# WHAT NEEDS TO BE DONE
Find every line in the records below that holds the word "place", and copy it out.

# DATA SECTION
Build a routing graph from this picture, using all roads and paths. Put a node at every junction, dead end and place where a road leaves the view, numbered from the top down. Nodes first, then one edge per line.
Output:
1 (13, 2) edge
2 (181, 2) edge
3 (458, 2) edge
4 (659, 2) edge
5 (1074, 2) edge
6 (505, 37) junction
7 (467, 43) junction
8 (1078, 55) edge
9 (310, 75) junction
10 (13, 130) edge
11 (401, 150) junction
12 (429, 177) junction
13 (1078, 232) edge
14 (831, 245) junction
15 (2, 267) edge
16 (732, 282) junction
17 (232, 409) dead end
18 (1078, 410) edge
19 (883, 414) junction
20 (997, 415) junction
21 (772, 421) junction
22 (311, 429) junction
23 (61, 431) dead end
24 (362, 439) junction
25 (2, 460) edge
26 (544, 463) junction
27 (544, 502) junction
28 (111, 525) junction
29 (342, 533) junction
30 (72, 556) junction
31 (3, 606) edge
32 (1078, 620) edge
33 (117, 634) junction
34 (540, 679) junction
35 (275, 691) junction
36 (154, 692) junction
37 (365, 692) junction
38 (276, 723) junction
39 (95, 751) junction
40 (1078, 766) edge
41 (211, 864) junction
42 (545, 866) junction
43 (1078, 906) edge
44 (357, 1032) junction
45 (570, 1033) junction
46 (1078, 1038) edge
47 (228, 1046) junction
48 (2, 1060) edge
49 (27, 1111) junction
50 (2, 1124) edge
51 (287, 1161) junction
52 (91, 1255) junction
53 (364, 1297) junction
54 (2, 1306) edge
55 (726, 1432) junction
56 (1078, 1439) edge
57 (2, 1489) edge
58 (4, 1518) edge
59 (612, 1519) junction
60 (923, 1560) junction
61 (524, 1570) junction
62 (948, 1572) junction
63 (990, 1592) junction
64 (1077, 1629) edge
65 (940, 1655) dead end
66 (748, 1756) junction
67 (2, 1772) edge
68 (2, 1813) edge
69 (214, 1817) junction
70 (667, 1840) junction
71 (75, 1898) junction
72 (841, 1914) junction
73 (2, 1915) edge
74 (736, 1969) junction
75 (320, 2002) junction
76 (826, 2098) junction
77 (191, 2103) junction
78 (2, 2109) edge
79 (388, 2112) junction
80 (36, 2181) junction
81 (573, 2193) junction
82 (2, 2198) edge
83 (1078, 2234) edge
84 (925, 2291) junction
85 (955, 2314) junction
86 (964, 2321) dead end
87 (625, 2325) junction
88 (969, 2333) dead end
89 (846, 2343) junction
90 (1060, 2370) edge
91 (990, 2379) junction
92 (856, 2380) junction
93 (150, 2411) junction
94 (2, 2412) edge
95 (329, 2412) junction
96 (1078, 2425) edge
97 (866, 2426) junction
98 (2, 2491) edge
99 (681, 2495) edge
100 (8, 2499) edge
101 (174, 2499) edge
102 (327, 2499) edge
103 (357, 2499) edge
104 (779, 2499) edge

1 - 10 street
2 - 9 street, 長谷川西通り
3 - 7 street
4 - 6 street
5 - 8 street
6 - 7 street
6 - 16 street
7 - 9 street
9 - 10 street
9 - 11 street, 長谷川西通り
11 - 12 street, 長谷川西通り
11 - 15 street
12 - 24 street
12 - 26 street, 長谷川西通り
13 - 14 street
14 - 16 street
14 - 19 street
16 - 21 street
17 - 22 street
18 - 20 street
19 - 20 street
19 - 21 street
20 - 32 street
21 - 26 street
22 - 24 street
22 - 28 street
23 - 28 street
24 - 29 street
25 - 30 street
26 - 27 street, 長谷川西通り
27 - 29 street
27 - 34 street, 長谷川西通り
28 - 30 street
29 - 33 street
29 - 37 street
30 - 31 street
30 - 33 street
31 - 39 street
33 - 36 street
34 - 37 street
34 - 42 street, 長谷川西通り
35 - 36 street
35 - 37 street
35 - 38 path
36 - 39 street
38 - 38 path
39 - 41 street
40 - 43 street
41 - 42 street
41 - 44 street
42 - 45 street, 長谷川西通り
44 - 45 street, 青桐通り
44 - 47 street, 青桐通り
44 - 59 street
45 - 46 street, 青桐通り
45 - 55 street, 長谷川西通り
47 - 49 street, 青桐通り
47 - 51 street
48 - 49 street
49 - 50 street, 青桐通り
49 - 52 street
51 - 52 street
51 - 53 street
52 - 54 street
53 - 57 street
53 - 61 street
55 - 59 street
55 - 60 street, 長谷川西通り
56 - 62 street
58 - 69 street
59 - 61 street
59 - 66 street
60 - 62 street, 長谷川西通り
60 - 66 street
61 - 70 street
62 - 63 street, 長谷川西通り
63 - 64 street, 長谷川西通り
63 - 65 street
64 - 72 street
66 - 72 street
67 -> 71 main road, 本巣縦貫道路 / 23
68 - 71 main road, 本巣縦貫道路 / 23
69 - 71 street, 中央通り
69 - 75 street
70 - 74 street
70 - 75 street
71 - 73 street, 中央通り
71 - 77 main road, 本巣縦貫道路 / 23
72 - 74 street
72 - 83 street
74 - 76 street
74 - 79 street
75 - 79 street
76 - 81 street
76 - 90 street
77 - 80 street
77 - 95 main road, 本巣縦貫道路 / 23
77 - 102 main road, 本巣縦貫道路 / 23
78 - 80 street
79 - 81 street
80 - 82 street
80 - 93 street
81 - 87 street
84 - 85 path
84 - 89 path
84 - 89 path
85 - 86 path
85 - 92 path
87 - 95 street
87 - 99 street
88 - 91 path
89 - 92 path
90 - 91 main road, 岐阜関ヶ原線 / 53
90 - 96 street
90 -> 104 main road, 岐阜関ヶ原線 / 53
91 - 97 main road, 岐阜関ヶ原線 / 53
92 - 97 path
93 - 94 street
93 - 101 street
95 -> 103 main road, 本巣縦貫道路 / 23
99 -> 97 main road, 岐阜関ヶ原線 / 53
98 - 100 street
...
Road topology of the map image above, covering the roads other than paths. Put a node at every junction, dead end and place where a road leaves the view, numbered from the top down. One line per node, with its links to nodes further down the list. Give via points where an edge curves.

# ANSWER FOR THIS EXERCISE
Build a routing graph from this picture, using all roads and paths. Put a node at every junction, dead end and place where a road leaves the view, numbered from the top down. Nodes first, then one edge per line.
Road topology of the map image above, covering the roads other than paths. Put a node at every junction, dead end and place where a road leaves the view, numbered from the top down. One line per node, with its links to nodes further down the list. Give via points where an edge curves.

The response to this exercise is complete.